MESOPOTAMIA NEWS PKK THREATENS WITH WAR AGAINST FELLOW COUNTRYMEN

War could return to Shingal if Erbil-Baghdad agreement implemented: YBS commander

25 Nov 2020 – Dilan S. Hussein RUDAW – ERBIL, Kurdistan Region — A Yazidi militia leader in the disputed area of Shingal has condemned the Erbil-Baghdad agreement to resolve security and administration issues in the area, and has warned of “war” if the agreement is implemented.

“If the agreement is implemented, Shingal could return to a period of war like it did in 2014,” Shingal Resistance Units (YBS) commander Haso Ibrahim said in an interview with Rudaw’s Tahsin Qasim on Tuesday.

“The people of Shingal do not want to go back to such a time,” said Ibrahim, who is also a leading figure in the Shingal Autonomous Council, a civil society administration formed by Kurdistan Workers Party (PKK) affiliated groups to govern the district.

Shingal lies within areas disputed between the federal government in Baghdad and the Kurdistan Regional Government (KRG) in Erbil. The Yazidi population fled when the Islamic State (ISIS) overran the district in August 2014, committing genocide against the ethnoreligious community.

Various armed forces have vied for control of Shingal since its liberation from the terror group, including the YBS, which is linked to the PKK. The PKK helped save thousands of Yazidis stranded on Mount Shingal in 2014.

The Iraqi army took control of the region in 2017 after the Kurdistan Region’s independence referendum.

Baghdad reached a deal with the Kurdistan Regional Government (KRG) on October 9 over the governance and security of the disputed district.

Under the agreement, security for the troubled region will be the responsibility of the federal government, which will establish a new armed force recruiting from the local population and expel the PKK, according to details released on October 10.

Federal forces have been deployed to Shingal to secure the border with Syria, Nineveh province officials confirmed.

“Three brigades of Iraqi federal forces are placed on the border between Shingal and Syria in order to prevent any forces from going back and forth,” Deputy Governor of Ninevah province Sirwan Rozhbeyani told Rudaw on Tuesday.

The presence of PKK-linked groups in the district has brought further instability to the already vulnerable region, with Turkish airstrikes regularly hitting the area as a result of decades-long conflict with the PKK.

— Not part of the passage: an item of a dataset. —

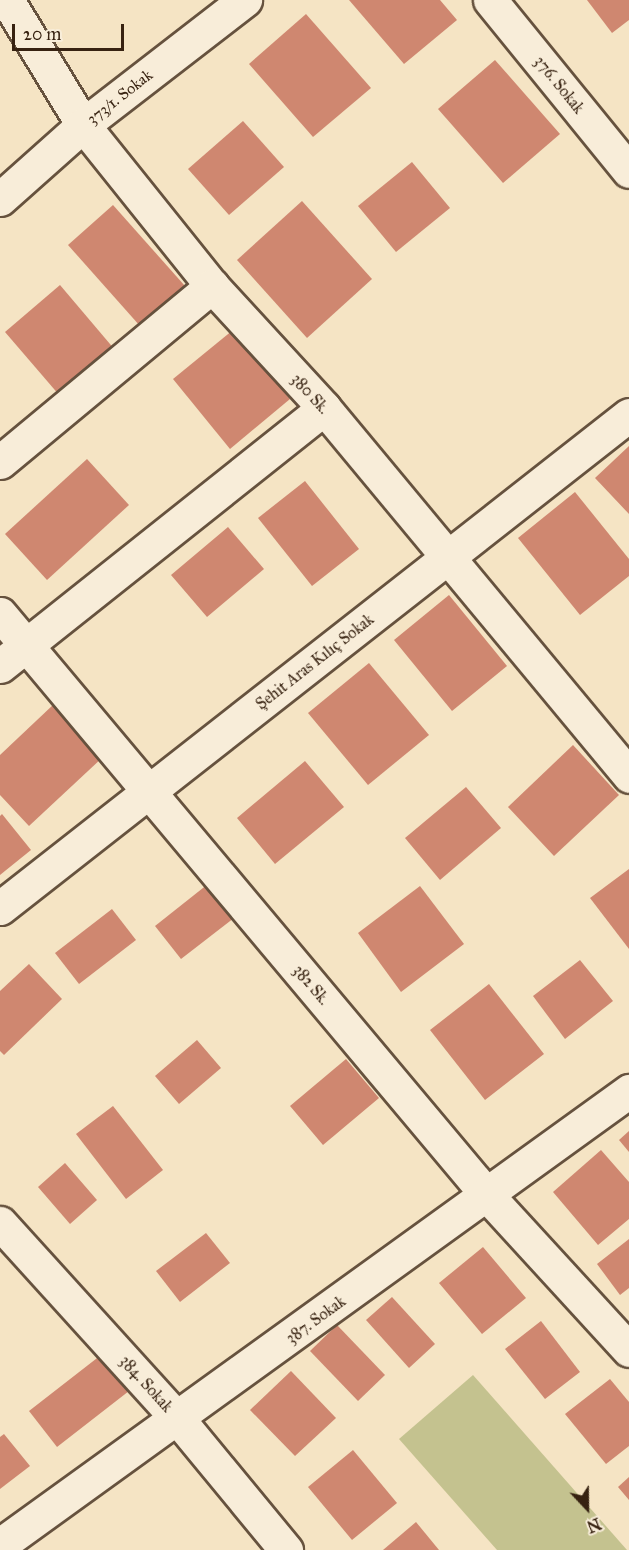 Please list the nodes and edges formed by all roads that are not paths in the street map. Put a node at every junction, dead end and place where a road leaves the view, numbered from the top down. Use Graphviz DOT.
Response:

Displaced Yazidis and Shingal locals have called for a quick implementation of the agreement, so more Shingalis can return home.

“We ask the Kurdistan Regional Government and the central government to implement this agreement as soon as possible, for us to go back to our homes,” Khelif Hassan told Rudaw earlier this month.

Officials in northeast Syria, or Rojava, have recently condemned the deal for its expulsion of non-federal forces.

“The Iraqi government and the Bashur [Kurdistan Region] government handed Shingal to ISIS wolves without a fight,” Head of Movement for a Democratic Society (TEV-DEM) Gharib Haso told Hawar News on Wednesday.

“The PKK defended the people of Shingal out of their humanitarian responsibility, and sacrificed a lot for the Yazidi community,” he added. “This deal does not benefit the Yazidi community.”